This article aims to analyze the problems that may be encountered when sharing embedding weights and explore how to perform initialization and parameterization more effectively. Although sharing embeddings may seem "outdated," it remains an interesting research topic.
Weight Sharing
The practice of reusing embedding weights at the output of a language model is referred to in English as "Tied Embeddings" or "Coupled Embeddings." The core idea is that the size of the embedding matrix is identical to the projection matrix that transforms hidden states to logits at the output (differing only by a transpose). Since this parameter matrix is quite large, to avoid unnecessary waste, the same weights are shared, as shown in the figure below:
The most direct consequence of sharing embeddings is that it can lead to a very high initial loss during pre-training. This is because we typically use techniques like DeepNorm to reduce training difficulty, which initialize the residual branches of the model to be close to zero. In other words, at the initial stage, the model approximates an identity function, making the initial model equivalent to a 2-gram model with shared embeddings. Next, we will derive the reasons why such a 2-gram model has a high loss and analyze some solutions.
Preparation
Before formally beginning the derivation, we need to prepare some basic conclusions.
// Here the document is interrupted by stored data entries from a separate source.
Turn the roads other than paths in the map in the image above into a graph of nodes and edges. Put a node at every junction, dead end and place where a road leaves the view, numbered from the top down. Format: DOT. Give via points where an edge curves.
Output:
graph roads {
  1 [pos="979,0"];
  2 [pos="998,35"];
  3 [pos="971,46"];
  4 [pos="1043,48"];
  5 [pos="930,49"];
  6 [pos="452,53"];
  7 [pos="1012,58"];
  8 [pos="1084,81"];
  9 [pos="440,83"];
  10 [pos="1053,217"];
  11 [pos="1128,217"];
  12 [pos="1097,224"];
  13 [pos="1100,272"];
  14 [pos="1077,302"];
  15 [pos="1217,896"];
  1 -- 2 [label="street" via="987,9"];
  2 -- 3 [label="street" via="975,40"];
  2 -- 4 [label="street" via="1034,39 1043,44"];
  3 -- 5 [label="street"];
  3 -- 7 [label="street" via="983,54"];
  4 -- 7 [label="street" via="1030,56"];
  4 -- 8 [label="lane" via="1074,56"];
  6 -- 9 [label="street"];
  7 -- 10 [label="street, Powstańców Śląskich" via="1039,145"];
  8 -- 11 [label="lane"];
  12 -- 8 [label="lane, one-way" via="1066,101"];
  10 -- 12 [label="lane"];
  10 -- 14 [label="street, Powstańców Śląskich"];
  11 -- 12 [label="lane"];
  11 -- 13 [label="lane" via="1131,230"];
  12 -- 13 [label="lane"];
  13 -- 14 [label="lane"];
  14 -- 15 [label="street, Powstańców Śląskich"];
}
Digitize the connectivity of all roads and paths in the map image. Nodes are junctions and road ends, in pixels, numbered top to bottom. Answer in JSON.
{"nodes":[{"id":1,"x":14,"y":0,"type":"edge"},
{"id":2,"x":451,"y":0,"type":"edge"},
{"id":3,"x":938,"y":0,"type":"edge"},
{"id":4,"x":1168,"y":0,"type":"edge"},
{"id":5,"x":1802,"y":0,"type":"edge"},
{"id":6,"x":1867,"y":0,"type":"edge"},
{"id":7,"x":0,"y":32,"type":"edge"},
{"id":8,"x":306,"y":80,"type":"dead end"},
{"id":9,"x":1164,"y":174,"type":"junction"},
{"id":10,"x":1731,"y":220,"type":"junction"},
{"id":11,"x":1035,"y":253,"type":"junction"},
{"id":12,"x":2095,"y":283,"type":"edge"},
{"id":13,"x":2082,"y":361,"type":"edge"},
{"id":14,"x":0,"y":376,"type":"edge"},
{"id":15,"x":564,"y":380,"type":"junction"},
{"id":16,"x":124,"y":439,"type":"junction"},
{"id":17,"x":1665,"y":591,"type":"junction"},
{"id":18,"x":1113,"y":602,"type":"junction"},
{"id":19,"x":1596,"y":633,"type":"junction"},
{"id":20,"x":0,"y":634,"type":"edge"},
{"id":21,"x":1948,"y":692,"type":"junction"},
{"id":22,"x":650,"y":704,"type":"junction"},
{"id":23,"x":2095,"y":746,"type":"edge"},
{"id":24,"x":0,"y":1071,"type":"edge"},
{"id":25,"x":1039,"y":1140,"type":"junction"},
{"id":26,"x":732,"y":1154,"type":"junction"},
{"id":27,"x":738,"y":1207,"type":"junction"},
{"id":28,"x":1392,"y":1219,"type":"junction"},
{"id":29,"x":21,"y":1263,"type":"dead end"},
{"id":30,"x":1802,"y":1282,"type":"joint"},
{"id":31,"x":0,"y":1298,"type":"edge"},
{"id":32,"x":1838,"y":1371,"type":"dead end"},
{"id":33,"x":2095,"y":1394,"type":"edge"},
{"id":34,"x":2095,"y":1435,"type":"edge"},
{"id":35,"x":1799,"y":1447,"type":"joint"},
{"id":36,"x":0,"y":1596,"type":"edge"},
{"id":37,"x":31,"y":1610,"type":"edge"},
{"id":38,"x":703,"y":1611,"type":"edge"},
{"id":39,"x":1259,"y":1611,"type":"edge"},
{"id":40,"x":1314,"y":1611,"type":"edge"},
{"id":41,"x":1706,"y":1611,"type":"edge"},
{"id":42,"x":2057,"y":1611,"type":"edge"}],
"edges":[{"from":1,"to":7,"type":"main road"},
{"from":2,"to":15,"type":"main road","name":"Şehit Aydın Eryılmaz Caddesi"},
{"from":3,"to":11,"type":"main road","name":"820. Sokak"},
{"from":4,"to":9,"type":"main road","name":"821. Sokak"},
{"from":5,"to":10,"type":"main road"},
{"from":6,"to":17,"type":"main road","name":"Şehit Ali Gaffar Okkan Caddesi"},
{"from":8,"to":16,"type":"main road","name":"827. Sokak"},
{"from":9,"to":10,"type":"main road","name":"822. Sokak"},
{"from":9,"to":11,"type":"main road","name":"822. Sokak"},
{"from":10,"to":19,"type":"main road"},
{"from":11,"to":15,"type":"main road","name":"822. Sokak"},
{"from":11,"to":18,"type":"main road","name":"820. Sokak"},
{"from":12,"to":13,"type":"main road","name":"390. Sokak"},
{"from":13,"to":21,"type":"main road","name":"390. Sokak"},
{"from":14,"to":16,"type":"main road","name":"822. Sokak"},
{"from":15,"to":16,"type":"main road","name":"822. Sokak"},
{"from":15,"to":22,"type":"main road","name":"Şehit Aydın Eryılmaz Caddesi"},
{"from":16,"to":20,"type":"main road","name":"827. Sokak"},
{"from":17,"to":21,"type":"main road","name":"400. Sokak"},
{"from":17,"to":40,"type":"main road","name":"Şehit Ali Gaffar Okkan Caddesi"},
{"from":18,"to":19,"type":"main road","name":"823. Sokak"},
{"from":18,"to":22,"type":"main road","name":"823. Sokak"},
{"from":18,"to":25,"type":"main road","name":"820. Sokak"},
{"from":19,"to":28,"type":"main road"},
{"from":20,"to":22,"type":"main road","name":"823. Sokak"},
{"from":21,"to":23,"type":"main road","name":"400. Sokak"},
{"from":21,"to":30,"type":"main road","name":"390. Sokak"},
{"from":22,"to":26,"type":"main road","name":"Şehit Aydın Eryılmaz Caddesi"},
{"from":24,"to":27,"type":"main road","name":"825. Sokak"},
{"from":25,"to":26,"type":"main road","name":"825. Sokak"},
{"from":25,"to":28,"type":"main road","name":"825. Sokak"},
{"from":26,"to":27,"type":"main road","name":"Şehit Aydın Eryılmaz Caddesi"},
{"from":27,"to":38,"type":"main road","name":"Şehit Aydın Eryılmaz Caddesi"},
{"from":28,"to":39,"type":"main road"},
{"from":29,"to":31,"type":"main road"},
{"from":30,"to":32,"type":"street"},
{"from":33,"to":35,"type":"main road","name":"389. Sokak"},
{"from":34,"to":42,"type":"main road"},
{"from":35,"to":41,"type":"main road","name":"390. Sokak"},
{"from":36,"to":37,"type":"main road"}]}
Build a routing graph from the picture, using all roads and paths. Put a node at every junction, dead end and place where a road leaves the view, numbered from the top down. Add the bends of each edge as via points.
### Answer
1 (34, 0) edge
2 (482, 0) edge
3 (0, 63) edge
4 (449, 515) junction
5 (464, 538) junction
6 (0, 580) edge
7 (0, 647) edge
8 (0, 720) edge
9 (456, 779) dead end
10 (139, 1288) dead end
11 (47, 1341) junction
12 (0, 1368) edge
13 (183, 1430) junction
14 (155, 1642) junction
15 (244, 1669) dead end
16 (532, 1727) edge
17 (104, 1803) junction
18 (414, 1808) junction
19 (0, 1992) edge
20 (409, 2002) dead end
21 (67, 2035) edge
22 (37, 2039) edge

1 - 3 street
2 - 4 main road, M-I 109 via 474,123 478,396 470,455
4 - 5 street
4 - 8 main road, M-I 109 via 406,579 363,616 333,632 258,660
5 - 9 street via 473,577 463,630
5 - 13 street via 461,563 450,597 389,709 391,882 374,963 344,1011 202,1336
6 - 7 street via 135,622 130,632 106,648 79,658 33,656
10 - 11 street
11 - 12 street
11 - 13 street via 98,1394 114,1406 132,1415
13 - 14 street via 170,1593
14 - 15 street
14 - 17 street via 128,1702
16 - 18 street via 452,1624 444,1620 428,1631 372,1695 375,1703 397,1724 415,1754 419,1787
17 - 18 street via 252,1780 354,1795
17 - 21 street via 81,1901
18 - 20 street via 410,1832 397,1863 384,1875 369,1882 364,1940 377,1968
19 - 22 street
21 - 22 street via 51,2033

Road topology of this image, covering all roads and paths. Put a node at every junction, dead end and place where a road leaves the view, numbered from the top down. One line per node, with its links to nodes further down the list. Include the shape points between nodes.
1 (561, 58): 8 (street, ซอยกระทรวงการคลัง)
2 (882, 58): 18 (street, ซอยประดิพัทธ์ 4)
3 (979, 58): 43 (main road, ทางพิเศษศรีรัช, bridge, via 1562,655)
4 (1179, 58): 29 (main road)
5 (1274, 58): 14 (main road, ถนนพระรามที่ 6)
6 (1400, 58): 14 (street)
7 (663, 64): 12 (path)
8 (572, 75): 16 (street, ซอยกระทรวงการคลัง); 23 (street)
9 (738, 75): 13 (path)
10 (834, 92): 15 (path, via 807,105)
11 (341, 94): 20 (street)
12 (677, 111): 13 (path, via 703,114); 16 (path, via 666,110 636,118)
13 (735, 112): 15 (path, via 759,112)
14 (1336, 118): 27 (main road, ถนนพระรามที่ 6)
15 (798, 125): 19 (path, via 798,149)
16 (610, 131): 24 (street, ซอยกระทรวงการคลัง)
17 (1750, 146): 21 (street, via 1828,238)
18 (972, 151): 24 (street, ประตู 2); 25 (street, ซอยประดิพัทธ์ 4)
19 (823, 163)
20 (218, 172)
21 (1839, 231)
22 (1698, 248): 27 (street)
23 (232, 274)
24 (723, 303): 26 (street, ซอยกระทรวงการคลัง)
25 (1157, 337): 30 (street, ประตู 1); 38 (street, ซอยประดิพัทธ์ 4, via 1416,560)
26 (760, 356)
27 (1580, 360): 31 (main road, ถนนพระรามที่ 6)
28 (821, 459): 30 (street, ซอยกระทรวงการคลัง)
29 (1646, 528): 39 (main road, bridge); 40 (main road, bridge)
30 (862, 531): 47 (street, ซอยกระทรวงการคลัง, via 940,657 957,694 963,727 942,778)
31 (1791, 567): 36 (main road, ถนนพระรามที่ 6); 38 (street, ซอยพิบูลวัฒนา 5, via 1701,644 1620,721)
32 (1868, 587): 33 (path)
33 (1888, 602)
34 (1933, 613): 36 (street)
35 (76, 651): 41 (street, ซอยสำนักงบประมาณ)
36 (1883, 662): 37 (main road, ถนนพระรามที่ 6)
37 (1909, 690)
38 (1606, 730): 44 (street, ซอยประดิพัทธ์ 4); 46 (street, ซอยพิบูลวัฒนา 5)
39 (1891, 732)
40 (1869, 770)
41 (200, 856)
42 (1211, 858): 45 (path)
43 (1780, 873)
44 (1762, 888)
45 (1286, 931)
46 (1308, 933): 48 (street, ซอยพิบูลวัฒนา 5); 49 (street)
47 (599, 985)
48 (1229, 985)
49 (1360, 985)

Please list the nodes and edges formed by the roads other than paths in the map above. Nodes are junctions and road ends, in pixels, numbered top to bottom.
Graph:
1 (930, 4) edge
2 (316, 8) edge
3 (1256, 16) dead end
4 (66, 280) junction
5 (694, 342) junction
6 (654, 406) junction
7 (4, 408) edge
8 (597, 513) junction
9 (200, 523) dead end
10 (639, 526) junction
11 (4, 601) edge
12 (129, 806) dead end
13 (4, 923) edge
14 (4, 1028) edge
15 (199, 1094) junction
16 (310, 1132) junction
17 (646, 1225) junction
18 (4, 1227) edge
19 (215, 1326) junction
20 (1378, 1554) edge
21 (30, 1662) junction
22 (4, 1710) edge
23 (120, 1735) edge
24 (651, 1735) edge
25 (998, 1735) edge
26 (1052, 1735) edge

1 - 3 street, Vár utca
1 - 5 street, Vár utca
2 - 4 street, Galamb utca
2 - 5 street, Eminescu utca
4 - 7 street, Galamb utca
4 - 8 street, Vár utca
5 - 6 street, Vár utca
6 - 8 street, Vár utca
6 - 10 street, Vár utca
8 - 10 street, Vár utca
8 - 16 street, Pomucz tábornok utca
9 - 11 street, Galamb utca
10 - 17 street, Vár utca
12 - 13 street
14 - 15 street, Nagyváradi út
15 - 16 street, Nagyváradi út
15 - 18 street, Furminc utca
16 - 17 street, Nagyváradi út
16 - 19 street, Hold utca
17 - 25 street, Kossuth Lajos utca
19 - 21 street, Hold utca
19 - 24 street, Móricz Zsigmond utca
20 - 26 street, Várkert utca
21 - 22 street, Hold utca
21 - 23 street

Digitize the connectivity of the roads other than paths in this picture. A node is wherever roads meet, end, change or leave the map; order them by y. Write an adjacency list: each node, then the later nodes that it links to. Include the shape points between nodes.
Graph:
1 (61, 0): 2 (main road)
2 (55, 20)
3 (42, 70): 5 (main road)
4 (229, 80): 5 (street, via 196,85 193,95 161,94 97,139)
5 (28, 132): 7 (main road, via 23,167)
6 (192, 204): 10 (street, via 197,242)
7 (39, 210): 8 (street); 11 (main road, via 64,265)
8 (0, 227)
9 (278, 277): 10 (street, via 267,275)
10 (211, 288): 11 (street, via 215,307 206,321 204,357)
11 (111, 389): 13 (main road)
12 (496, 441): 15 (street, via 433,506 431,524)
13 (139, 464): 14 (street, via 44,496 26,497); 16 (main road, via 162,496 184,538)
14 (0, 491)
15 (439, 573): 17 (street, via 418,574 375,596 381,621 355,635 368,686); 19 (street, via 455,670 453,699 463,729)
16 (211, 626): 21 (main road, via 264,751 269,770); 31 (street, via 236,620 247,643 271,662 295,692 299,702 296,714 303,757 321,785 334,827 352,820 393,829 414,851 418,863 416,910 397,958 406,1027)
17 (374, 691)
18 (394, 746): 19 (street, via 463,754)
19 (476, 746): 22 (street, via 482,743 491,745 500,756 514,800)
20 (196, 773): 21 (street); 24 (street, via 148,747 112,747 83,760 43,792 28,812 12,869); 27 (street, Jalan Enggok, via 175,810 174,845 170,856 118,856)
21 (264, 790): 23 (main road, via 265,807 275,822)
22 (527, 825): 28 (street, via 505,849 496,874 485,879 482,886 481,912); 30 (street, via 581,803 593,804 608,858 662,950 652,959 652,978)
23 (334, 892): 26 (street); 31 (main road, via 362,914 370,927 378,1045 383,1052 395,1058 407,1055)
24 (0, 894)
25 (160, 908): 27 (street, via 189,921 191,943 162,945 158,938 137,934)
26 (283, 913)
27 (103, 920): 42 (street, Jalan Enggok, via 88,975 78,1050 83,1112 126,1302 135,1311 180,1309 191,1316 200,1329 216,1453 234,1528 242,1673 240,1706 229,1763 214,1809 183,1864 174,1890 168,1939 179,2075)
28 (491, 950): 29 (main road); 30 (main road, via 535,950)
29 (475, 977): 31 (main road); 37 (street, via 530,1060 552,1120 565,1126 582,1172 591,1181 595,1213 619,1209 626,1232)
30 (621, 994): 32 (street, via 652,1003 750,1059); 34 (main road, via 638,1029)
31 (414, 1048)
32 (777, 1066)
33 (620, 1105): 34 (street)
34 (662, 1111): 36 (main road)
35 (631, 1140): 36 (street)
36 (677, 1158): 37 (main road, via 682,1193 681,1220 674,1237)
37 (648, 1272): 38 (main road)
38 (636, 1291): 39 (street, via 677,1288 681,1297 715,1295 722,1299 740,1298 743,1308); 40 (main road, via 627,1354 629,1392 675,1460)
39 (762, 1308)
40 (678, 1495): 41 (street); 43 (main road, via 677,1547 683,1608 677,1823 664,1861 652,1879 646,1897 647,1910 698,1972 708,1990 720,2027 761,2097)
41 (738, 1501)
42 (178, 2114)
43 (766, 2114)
First, it must be clarified that we are primarily analyzing results at the initial stage. At this point, weights are sampled independently and identically distributed (i.i.d.) from a distribution with "mean 0 and variance \sigma^2." This allows us to estimate certain sums through expectations. For example, for a vector \boldsymbol{w}=(w_1,w_2,\cdots,w_d), we have: \begin{equation} \mathbb{E}\left[\Vert \boldsymbol{w}\Vert^2\right] = \mathbb{E}\left[\sum_i w_i^2\right] = \sum_i \mathbb{E}\left[w_i^2\right] = d\sigma^2 \label{eq:norm} \end{equation} Therefore, we can take \Vert \boldsymbol{w}\Vert\approx \sqrt{d}\sigma. How large is the error? We can perceive it through its variance. To do this, we first find its second moment: \begin{equation} \begin{aligned} \mathbb{E}\left[\Vert \boldsymbol{w}\Vert^4\right] =&\, \mathbb{E}\left[\left(\sum_i w_i^2\right)^2\right] = \mathbb{E}\left[\sum_i w_i^4 + \sum_{i,j|i\neq j} w_i^2 w_j^2\right] \\ =&\, \sum_i \mathbb{E}\left[w_i^4\right] + \sum_{i,j|i\neq j} \mathbb{E}\left[w_i^2\right] \mathbb{E}\left[w_j^2\right] \\ =&\, d\,\mathbb{E}\left[w^4\right] + d(d-1) \sigma^4 \\ \end{aligned} \end{equation} If the sampling distribution is a normal distribution, we can directly calculate \mathbb{E}\left[w^4\right]=3\sigma^4, so: \begin{equation} \mathbb{V}ar\left[\Vert \boldsymbol{w}\Vert^2\right] = \mathbb{E}\left[\Vert \boldsymbol{w}\Vert^4\right] - \mathbb{E}\left[\Vert \boldsymbol{w}\Vert^2\right]^2 = 2d\sigma^4 \end{equation} This variance represents the degree of approximation for \Vert \boldsymbol{w}\Vert\approx \sqrt{d}\sigma. That is, the smaller the original sampling variance \sigma^2, the higher the degree of approximation. Specifically, a common sampling variance is 1/d (corresponding to \Vert \boldsymbol{w}\Vert\approx 1, i.e., a unit vector), then substituting into the above formula yields 2/d, meaning the higher the dimension, the higher the degree of approximation. Furthermore, if the sampling distribution is not normal, \mathbb{E}\left[w^4\right] can be recalculated, or the result for the normal distribution can simply be used as a reference; in any case, it is just an estimation.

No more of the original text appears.